> Task prompt:
The lines to copy are those in the records below that hold the word "Ackerstrasse".

> Data shown:
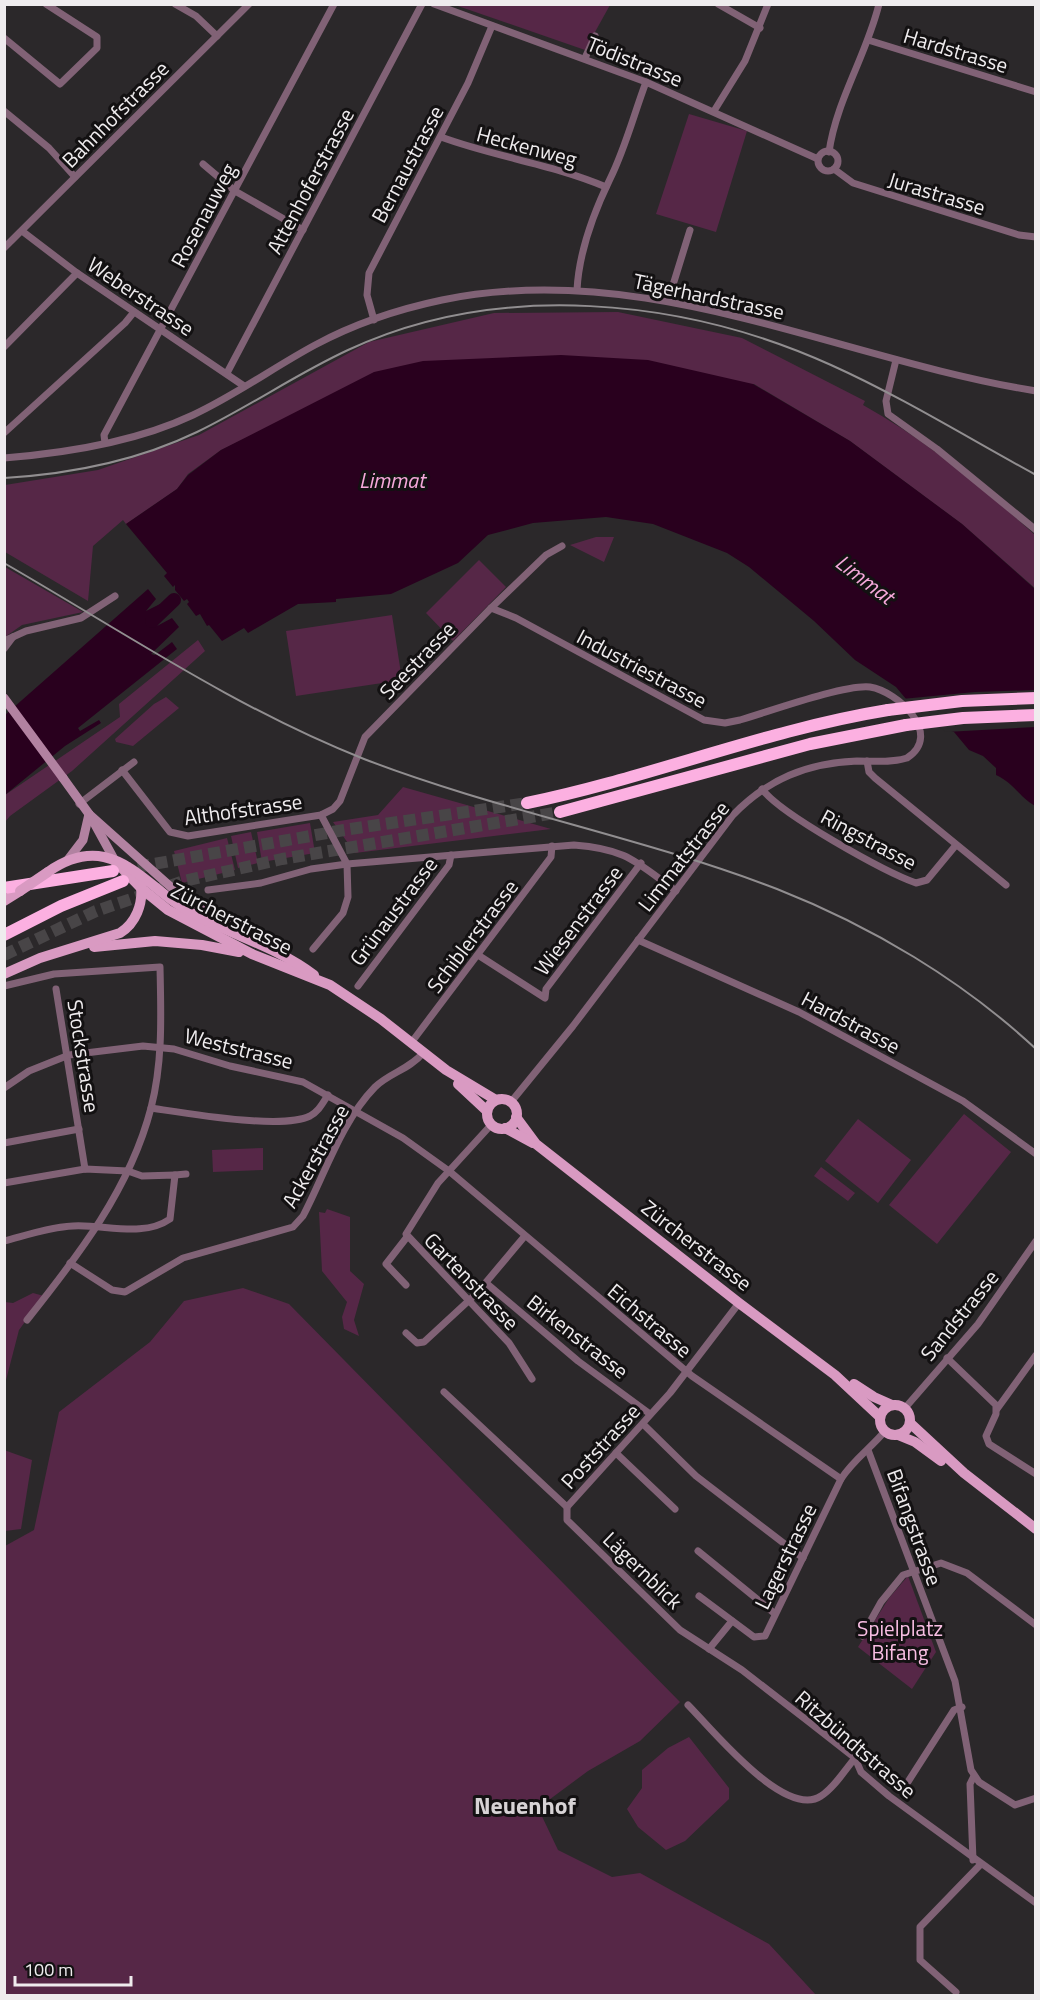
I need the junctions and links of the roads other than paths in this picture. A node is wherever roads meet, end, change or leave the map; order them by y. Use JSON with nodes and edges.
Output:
{"nodes":[{"id":1,"x":46,"y":4,"type":"edge"},
{"id":2,"x":175,"y":4,"type":"edge"},
{"id":3,"x":249,"y":4,"type":"edge"},
{"id":4,"x":334,"y":4,"type":"edge"},
{"id":5,"x":422,"y":4,"type":"edge"},
{"id":6,"x":434,"y":4,"type":"edge"},
{"id":7,"x":718,"y":4,"type":"edge"},
{"id":8,"x":768,"y":4,"type":"edge"},
{"id":9,"x":870,"y":4,"type":"edge"},
{"id":10,"x":879,"y":6,"type":"edge"},
{"id":11,"x":492,"y":26,"type":"junction"},
{"id":12,"x":760,"y":28,"type":"junction"},
{"id":13,"x":218,"y":36,"type":"junction"},
{"id":14,"x":595,"y":36,"type":"dead end"},
{"id":15,"x":4,"y":38,"type":"edge"},
{"id":16,"x":868,"y":40,"type":"junction"},
{"id":17,"x":585,"y":58,"type":"junction"},
{"id":18,"x":646,"y":82,"type":"junction"},
{"id":19,"x":1035,"y":92,"type":"edge"},
{"id":20,"x":4,"y":111,"type":"edge"},
{"id":21,"x":714,"y":111,"type":"junction"},
{"id":22,"x":441,"y":137,"type":"junction"},
{"id":23,"x":829,"y":152,"type":"junction"},
{"id":24,"x":818,"y":159,"type":"junction"},
{"id":25,"x":203,"y":164,"type":"dead end"},
{"id":26,"x":834,"y":169,"type":"junction"},
{"id":27,"x":75,"y":177,"type":"junction"},
{"id":28,"x":606,"y":187,"type":"junction"},
{"id":29,"x":235,"y":191,"type":"junction"},
{"id":30,"x":303,"y":230,"type":"junction"},
{"id":31,"x":690,"y":230,"type":"dead end"},
{"id":32,"x":22,"y":231,"type":"junction"},
{"id":33,"x":1035,"y":237,"type":"edge"},
{"id":34,"x":4,"y":248,"type":"edge"},
{"id":35,"x":77,"y":273,"type":"junction"},
{"id":36,"x":577,"y":291,"type":"junction"},
{"id":37,"x":668,"y":300,"type":"junction"},
{"id":38,"x":134,"y":312,"type":"junction"},
{"id":39,"x":375,"y":320,"type":"junction"},
{"id":40,"x":160,"y":329,"type":"junction"},
{"id":41,"x":4,"y":347,"type":"edge"},
{"id":42,"x":896,"y":360,"type":"junction"},
{"id":43,"x":227,"y":374,"type":"junction"},
{"id":44,"x":244,"y":386,"type":"junction"},
{"id":45,"x":1035,"y":391,"type":"edge"},
{"id":46,"x":4,"y":433,"type":"edge"},
{"id":47,"x":105,"y":443,"type":"junction"},
{"id":48,"x":4,"y":458,"type":"edge"},
{"id":49,"x":1035,"y":530,"type":"edge"},
{"id":50,"x":562,"y":546,"type":"dead end"},
{"id":51,"x":115,"y":596,"type":"dead end"},
{"id":52,"x":491,"y":608,"type":"junction"},
{"id":53,"x":13,"y":637,"type":"junction"},
{"id":54,"x":4,"y":641,"type":"edge"},
{"id":55,"x":4,"y":649,"type":"edge"},
{"id":56,"x":4,"y":698,"type":"edge"},
{"id":57,"x":1035,"y":698,"type":"edge"},
{"id":58,"x":1035,"y":716,"type":"edge"},
{"id":59,"x":911,"y":721,"type":"junction"},
{"id":60,"x":867,"y":761,"type":"junction"},
{"id":61,"x":134,"y":762,"type":"dead end"},
{"id":62,"x":122,"y":770,"type":"junction"},
{"id":63,"x":762,"y":789,"type":"junction"},
{"id":64,"x":527,"y":803,"type":"tunnel mouth"},
{"id":65,"x":79,"y":804,"type":"dead end"},
{"id":66,"x":560,"y":812,"type":"tunnel mouth"},
{"id":67,"x":89,"y":814,"type":"junction"},
{"id":68,"x":321,"y":815,"type":"junction"},
{"id":69,"x":956,"y":845,"type":"junction"},
{"id":70,"x":552,"y":846,"type":"junction"},
{"id":71,"x":127,"y":850,"type":"junction"},
{"id":72,"x":451,"y":855,"type":"junction"},
{"id":73,"x":67,"y":861,"type":"junction"},
{"id":74,"x":640,"y":863,"type":"junction"},
{"id":75,"x":347,"y":864,"type":"junction"},
{"id":76,"x":114,"y":866,"type":"junction"},
{"id":77,"x":138,"y":874,"type":"junction"},
{"id":78,"x":123,"y":881,"type":"tunnel mouth"},
{"id":79,"x":1006,"y":885,"type":"dead end"},
{"id":80,"x":4,"y":888,"type":"edge"},
{"id":81,"x":141,"y":888,"type":"junction"},
{"id":82,"x":208,"y":890,"type":"dead end"},
{"id":83,"x":676,"y":891,"type":"junction"},
{"id":84,"x":4,"y":901,"type":"edge"},
{"id":85,"x":4,"y":935,"type":"edge"},
{"id":86,"x":253,"y":940,"type":"junction"},
{"id":87,"x":638,"y":940,"type":"junction"},
{"id":88,"x":313,"y":949,"type":"dead end"},
{"id":89,"x":70,"y":950,"type":"junction"},
{"id":90,"x":252,"y":954,"type":"junction"},
{"id":91,"x":478,"y":955,"type":"junction"},
{"id":92,"x":4,"y":974,"type":"edge"},
{"id":93,"x":319,"y":979,"type":"junction"},
{"id":94,"x":4,"y":986,"type":"edge"},
{"id":95,"x":358,"y":986,"type":"dead end"},
{"id":96,"x":56,"y":989,"type":"dead end"},
{"id":97,"x":411,"y":1043,"type":"junction"},
{"id":98,"x":160,"y":1046,"type":"junction"},
{"id":99,"x":423,"y":1053,"type":"junction"},
{"id":100,"x":69,"y":1055,"type":"junction"},
{"id":101,"x":447,"y":1070,"type":"junction"},
{"id":102,"x":4,"y":1088,"type":"edge"},
{"id":103,"x":328,"y":1095,"type":"junction"},
{"id":104,"x":496,"y":1100,"type":"junction"},
{"id":105,"x":511,"y":1102,"type":"junction"},
{"id":106,"x":151,"y":1108,"type":"junction"},
{"id":107,"x":357,"y":1111,"type":"junction"},
{"id":108,"x":487,"y":1111,"type":"junction"},
{"id":109,"x":516,"y":1117,"type":"junction"},
{"id":110,"x":491,"y":1125,"type":"junction"},
{"id":111,"x":505,"y":1128,"type":"junction"},
{"id":112,"x":79,"y":1129,"type":"junction"},
{"id":113,"x":4,"y":1143,"type":"edge"},
{"id":114,"x":536,"y":1144,"type":"junction"},
{"id":115,"x":1035,"y":1154,"type":"edge"},
{"id":116,"x":85,"y":1169,"type":"junction"},
{"id":117,"x":128,"y":1171,"type":"junction"},
{"id":118,"x":449,"y":1171,"type":"junction"},
{"id":119,"x":186,"y":1174,"type":"dead end"},
{"id":120,"x":176,"y":1175,"type":"junction"},
{"id":121,"x":4,"y":1183,"type":"edge"},
{"id":122,"x":99,"y":1225,"type":"junction"},
{"id":123,"x":406,"y":1237,"type":"junction"},
{"id":124,"x":524,"y":1237,"type":"junction"},
{"id":125,"x":4,"y":1241,"type":"edge"},
{"id":126,"x":1035,"y":1241,"type":"edge"},
{"id":127,"x":70,"y":1263,"type":"junction"},
{"id":128,"x":486,"y":1283,"type":"junction"},
{"id":129,"x":406,"y":1285,"type":"dead end"},
{"id":130,"x":469,"y":1301,"type":"junction"},
{"id":131,"x":739,"y":1304,"type":"junction"},
{"id":132,"x":27,"y":1320,"type":"dead end"},
{"id":133,"x":406,"y":1333,"type":"dead end"},
{"id":134,"x":1035,"y":1355,"type":"edge"},
{"id":135,"x":947,"y":1358,"type":"junction"},
{"id":136,"x":687,"y":1372,"type":"junction"},
{"id":137,"x":835,"y":1375,"type":"junction"},
{"id":138,"x":532,"y":1379,"type":"dead end"},
{"id":139,"x":444,"y":1392,"type":"dead end"},
{"id":140,"x":892,"y":1405,"type":"junction"},
{"id":141,"x":905,"y":1408,"type":"junction"},
{"id":142,"x":997,"y":1409,"type":"junction"},
{"id":143,"x":651,"y":1414,"type":"junction"},
{"id":144,"x":880,"y":1417,"type":"junction"},
{"id":145,"x":643,"y":1424,"type":"junction"},
{"id":146,"x":910,"y":1424,"type":"junction"},
{"id":147,"x":885,"y":1431,"type":"junction"},
{"id":148,"x":898,"y":1435,"type":"junction"},
{"id":149,"x":868,"y":1450,"type":"junction"},
{"id":150,"x":616,"y":1453,"type":"junction"},
{"id":151,"x":964,"y":1473,"type":"junction"},
{"id":152,"x":1035,"y":1473,"type":"edge"},
{"id":153,"x":841,"y":1479,"type":"junction"},
{"id":154,"x":567,"y":1507,"type":"junction"},
{"id":155,"x":675,"y":1509,"type":"dead end"},
{"id":156,"x":1035,"y":1529,"type":"edge"},
{"id":157,"x":698,"y":1551,"type":"dead end"},
{"id":158,"x":803,"y":1558,"type":"junction"},
{"id":159,"x":913,"y":1571,"type":"junction"},
{"id":160,"x":699,"y":1596,"type":"dead end"},
{"id":161,"x":774,"y":1613,"type":"junction"},
{"id":162,"x":732,"y":1621,"type":"junction"},
{"id":163,"x":1035,"y":1625,"type":"edge"},
{"id":164,"x":862,"y":1636,"type":"dead end"},
{"id":165,"x":709,"y":1649,"type":"junction"},
{"id":166,"x":688,"y":1705,"type":"dead end"},
{"id":167,"x":962,"y":1707,"type":"junction"},
{"id":168,"x":855,"y":1758,"type":"junction"},
{"id":169,"x":974,"y":1776,"type":"junction"},
{"id":170,"x":904,"y":1788,"type":"dead end"},
{"id":171,"x":1035,"y":1798,"type":"edge"},
{"id":172,"x":973,"y":1860,"type":"junction"},
{"id":173,"x":980,"y":1865,"type":"junction"},
{"id":174,"x":1035,"y":1903,"type":"edge"},
{"id":175,"x":956,"y":1992,"type":"dead end"}],
"edges":[{"from":1,"to":15,"type":"street"},
{"from":2,"to":13,"type":"street"},
{"from":3,"to":13,"type":"street","name":"Bahnhofstrasse"},
{"from":4,"to":29,"type":"street","name":"Rosenauweg"},
{"from":5,"to":30,"type":"street","name":"Attenhoferstrasse"},
{"from":6,"to":11,"type":"street","name":"Tödistrasse"},
{"from":7,"to":12,"type":"street"},
{"from":8,"to":12,"type":"street"},
{"from":9,"to":10,"type":"street"},
{"from":10,"to":16,"type":"street"},
{"from":11,"to":17,"type":"street","name":"Tödistrasse"},
{"from":11,"to":22,"type":"street","name":"Bernaustrasse"},
{"from":12,"to":21,"type":"street"},
{"from":13,"to":27,"type":"street","name":"Bahnhofstrasse"},
{"from":14,"to":17,"type":"street"},
{"from":16,"to":19,"type":"street","name":"Hardstrasse"},
{"from":16,"to":23,"type":"street"},
{"from":17,"to":18,"type":"street","name":"Tödistrasse"},
{"from":18,"to":21,"type":"street","name":"Tödistrasse"},
{"from":18,"to":28,"type":"street"},
{"from":20,"to":27,"type":"street"},
{"from":21,"to":24,"type":"street","name":"Tödistrasse"},
{"from":22,"to":28,"type":"street","name":"Heckenweg"},
{"from":22,"to":39,"type":"street","name":"Bernaustrasse"},
{"from":23,"to":24,"type":"street"},
{"from":23,"to":26,"type":"street"},
{"from":24,"to":26,"type":"street"},
{"from":25,"to":29,"type":"street"},
{"from":26,"to":33,"type":"street","name":"Jurastrasse"},
{"from":27,"to":32,"type":"street","name":"Bahnhofstrasse"},
{"from":28,"to":36,"type":"street"},
{"from":29,"to":30,"type":"street"},
{"from":29,"to":40,"type":"street","name":"Rosenauweg"},
{"from":30,"to":43,"type":"street","name":"Attenhoferstrasse"},
{"from":31,"to":37,"type":"street"},
{"from":32,"to":34,"type":"street","name":"Bahnhofstrasse"},
{"from":32,"to":35,"type":"street","name":"Weberstrasse"},
{"from":35,"to":38,"type":"street","name":"Weberstrasse"},
{"from":35,"to":41,"type":"street"},
{"from":36,"to":37,"type":"street","name":"Tägerhardstrasse"},
{"from":36,"to":39,"type":"street","name":"Tägerhardstrasse"},
{"from":37,"to":42,"type":"street","name":"Tägerhardstrasse"},
{"from":38,"to":40,"type":"street","name":"Weberstrasse"},
{"from":38,"to":46,"type":"street"},
{"from":39,"to":44,"type":"street","name":"Tägerhardstrasse"},
{"from":40,"to":43,"type":"street","name":"Weberstrasse"},
{"from":40,"to":47,"type":"street","name":"Rosenauweg"},
{"from":42,"to":45,"type":"street","name":"Tägerhardstrasse"},
{"from":42,"to":49,"type":"street"},
{"from":43,"to":44,"type":"street","name":"Weberstrasse"},
{"from":44,"to":47,"type":"street","name":"Tägerhardstrasse"},
{"from":47,"to":48,"type":"street","name":"Tägerhardstrasse"},
{"from":50,"to":52,"type":"street","name":"Seestrasse"},
{"from":51,"to":53,"type":"street"},
{"from":52,"to":59,"type":"street","name":"Industriestrasse"},
{"from":52,"to":68,"type":"street","name":"Seestrasse"},
{"from":53,"to":54,"type":"street"},
{"from":53,"to":55,"type":"street"},
{"from":56,"to":67,"type":"main road","bridge":true},
{"from":57,"to":64,"type":"highway","bridge":true},
{"from":58,"to":59,"type":"highway","bridge":true},
{"from":59,"to":60,"type":"street","name":"Limmatstrasse"},
{"from":59,"to":66,"type":"highway"},
{"from":60,"to":63,"type":"street","name":"Limmatstrasse"},
{"from":60,"to":69,"type":"street","name":"Ringstrasse"},
{"from":61,"to":62,"type":"street"},
{"from":62,"to":65,"type":"street"},
{"from":62,"to":68,"type":"street","name":"Althofstrasse"},
{"from":63,"to":69,"type":"street","name":"Ringstrasse"},
{"from":63,"to":83,"type":"street","name":"Limmatstrasse"},
{"from":67,"to":71,"type":"main road","name":"Zürcherstrasse"},
{"from":67,"to":73,"type":"main road"},
{"from":67,"to":76,"type":"main road","name":"Zürcherstrasse"},
{"from":68,"to":75,"type":"street"},
{"from":69,"to":79,"type":"street","name":"Ringstrasse"},
{"from":70,"to":72,"type":"street"},
{"from":70,"to":74,"type":"street"},
{"from":70,"to":91,"type":"street","name":"Schiblerstrasse"},
{"from":71,"to":77,"type":"main road"},
{"from":71,"to":86,"type":"main road","name":"Zürcherstrasse"},
{"from":72,"to":75,"type":"street"},
{"from":72,"to":95,"type":"street","name":"Grünaustrasse"},
{"from":73,"to":76,"type":"main road"},
{"from":73,"to":84,"type":"main road","bridge":true},
{"from":74,"to":83,"type":"street"},
{"from":74,"to":91,"type":"street","name":"Wiesenstrasse"},
{"from":75,"to":82,"type":"street"},
{"from":75,"to":88,"type":"street"},
{"from":76,"to":77,"type":"main road","name":"Zürcherstrasse"},
{"from":76,"to":80,"type":"highway"},
{"from":76,"to":81,"type":"main road","name":"Zürcherstrasse"},
{"from":77,"to":81,"type":"main road"},
{"from":77,"to":86,"type":"main road","name":"Zürcherstrasse"},
{"from":78,"to":85,"type":"highway"},
{"from":81,"to":89,"type":"main road"},
{"from":81,"to":90,"type":"main road","name":"Zürcherstrasse"},
{"from":83,"to":87,"type":"street","name":"Limmatstrasse"},
{"from":86,"to":93,"type":"main road","name":"Zürcherstrasse"},
{"from":87,"to":105,"type":"street","name":"Limmatstrasse"},
{"from":87,"to":115,"type":"street","name":"Hardstrasse"},
{"from":89,"to":90,"type":"main road"},
{"from":89,"to":92,"type":"main road"},
{"from":90,"to":93,"type":"main road","name":"Zürcherstrasse"},
{"from":91,"to":97,"type":"street","name":"Schiblerstrasse"},
{"from":93,"to":97,"type":"main road","name":"Zürcherstrasse"},
{"from":94,"to":98,"type":"street"},
{"from":96,"to":100,"type":"street","name":"Stockstrasse"},
{"from":97,"to":99,"type":"main road","name":"Zürcherstrasse"},
{"from":98,"to":100,"type":"street","name":"Weststrasse"},
{"from":98,"to":103,"type":"street","name":"Weststrasse"},
{"from":98,"to":106,"type":"street"},
{"from":99,"to":101,"type":"main road","name":"Zürcherstrasse"},
{"from":99,"to":107,"type":"street","name":"Ackerstrasse"},
{"from":100,"to":102,"type":"street","name":"Weststrasse"},
{"from":100,"to":112,"type":"street","name":"Stockstrasse"},
{"from":101,"to":104,"type":"main road","name":"Zürcherstrasse"},
{"from":101,"to":108,"type":"main road","name":"Zürcherstrasse"},
{"from":103,"to":106,"type":"street"},
{"from":103,"to":107,"type":"street","name":"Weststrasse"},
{"from":104,"to":105,"type":"main road"},
{"from":104,"to":108,"type":"main road"},
{"from":105,"to":109,"type":"main road"},
{"from":106,"to":117,"type":"street"},
{"from":107,"to":118,"type":"street","name":"Weststrasse"},
{"from":107,"to":127,"type":"street","name":"Ackerstrasse"},
{"from":108,"to":110,"type":"main road"},
{"from":109,"to":111,"type":"main road"},
{"from":109,"to":114,"type":"main road","name":"Zürcherstrasse"},
{"from":110,"to":111,"type":"main road"},
{"from":110,"to":118,"type":"street","name":"Gartenstrasse"},
{"from":111,"to":114,"type":"main road","name":"Zürcherstrasse"},
{"from":112,"to":113,"type":"street","name":"Stockstrasse"},
{"from":112,"to":116,"type":"street","name":"Stockstrasse"},
{"from":114,"to":131,"type":"main road","name":"Zürcherstrasse"},
{"from":116,"to":117,"type":"street"},
{"from":116,"to":121,"type":"street"},
{"from":117,"to":120,"type":"street"},
{"from":117,"to":122,"type":"street"},
{"from":118,"to":123,"type":"street","name":"Gartenstrasse"},
{"from":118,"to":124,"type":"street","name":"Eichstrasse"},
{"from":119,"to":120,"type":"street"},
{"from":120,"to":122,"type":"street"},
{"from":122,"to":125,"type":"street"},
{"from":122,"to":127,"type":"street"},
{"from":123,"to":129,"type":"street"},
{"from":123,"to":130,"type":"street","name":"Gartenstrasse"},
{"from":124,"to":128,"type":"street"},
{"from":124,"to":136,"type":"street","name":"Eichstrasse"},
{"from":126,"to":135,"type":"street","name":"Sandstrasse"},
{"from":127,"to":132,"type":"street"},
{"from":128,"to":130,"type":"street"},
{"from":128,"to":143,"type":"street","name":"Birkenstrasse"},
{"from":130,"to":133,"type":"street"},
{"from":130,"to":138,"type":"street","name":"Gartenstrasse"},
{"from":131,"to":136,"type":"street","name":"Poststrasse"},
{"from":131,"to":137,"type":"main road","name":"Zürcherstrasse"},
{"from":134,"to":142,"type":"street"},
{"from":135,"to":141,"type":"street","name":"Sandstrasse"},
{"from":135,"to":142,"type":"street"},
{"from":136,"to":143,"type":"street","name":"Poststrasse"},
{"from":136,"to":153,"type":"street","name":"Eichstrasse"},
{"from":137,"to":140,"type":"main road","name":"Zürcherstrasse"},
{"from":137,"to":144,"type":"main road","name":"Zürcherstrasse"},
{"from":139,"to":154,"type":"street","name":"Poststrasse"},
{"from":140,"to":141,"type":"main road"},
{"from":140,"to":144,"type":"main road"},
{"from":141,"to":146,"type":"main road"},
{"from":142,"to":152,"type":"street"},
{"from":143,"to":145,"type":"street","name":"Poststrasse"},
{"from":144,"to":147,"type":"main road"},
{"from":145,"to":150,"type":"street","name":"Poststrasse"},
{"from":145,"to":158,"type":"street"},
{"from":146,"to":148,"type":"main road"},
{"from":146,"to":151,"type":"main road"},
{"from":147,"to":148,"type":"main road"},
{"from":147,"to":149,"type":"street","name":"Lagerstrasse"},
{"from":148,"to":151,"type":"main road"},
{"from":149,"to":153,"type":"street","name":"Lagerstrasse"},
{"from":149,"to":159,"type":"street","name":"Bifangstrasse"},
{"from":150,"to":154,"type":"street","name":"Poststrasse"},
{"from":150,"to":155,"type":"street"},
{"from":151,"to":156,"type":"main road"},
{"from":153,"to":158,"type":"street","name":"Lagerstrasse"},
{"from":154,"to":165,"type":"street","name":"Lägernblick"},
{"from":157,"to":161,"type":"street"},
{"from":158,"to":161,"type":"street","name":"Lagerstrasse"},
{"from":159,"to":163,"type":"street"},
{"from":159,"to":164,"type":"street"},
{"from":159,"to":167,"type":"street","name":"Bifangstrasse"},
{"from":160,"to":162,"type":"street","name":"Lagerstrasse"},
{"from":161,"to":162,"type":"street","name":"Lagerstrasse"},
{"from":162,"to":165,"type":"street"},
{"from":165,"to":168,"type":"street","name":"Ritzbündtstrasse"},
{"from":166,"to":168,"type":"street"},
{"from":167,"to":169,"type":"street","name":"Bifangstrasse"},
{"from":167,"to":170,"type":"street"},
{"from":168,"to":172,"type":"street","name":"Ritzbündtstrasse"},
{"from":169,"to":171,"type":"street"},
{"from":169,"to":172,"type":"street","name":"Bifangstrasse"},
{"from":172,"to":173,"type":"street","name":"Ritzbündtstrasse"},
{"from":173,"to":174,"type":"street"},
{"from":173,"to":175,"type":"street"}]}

> Response:
{"from":99,"to":107,"type":"street","name":"Ackerstrasse"},
{"from":107,"to":127,"type":"street","name":"Ackerstrasse"},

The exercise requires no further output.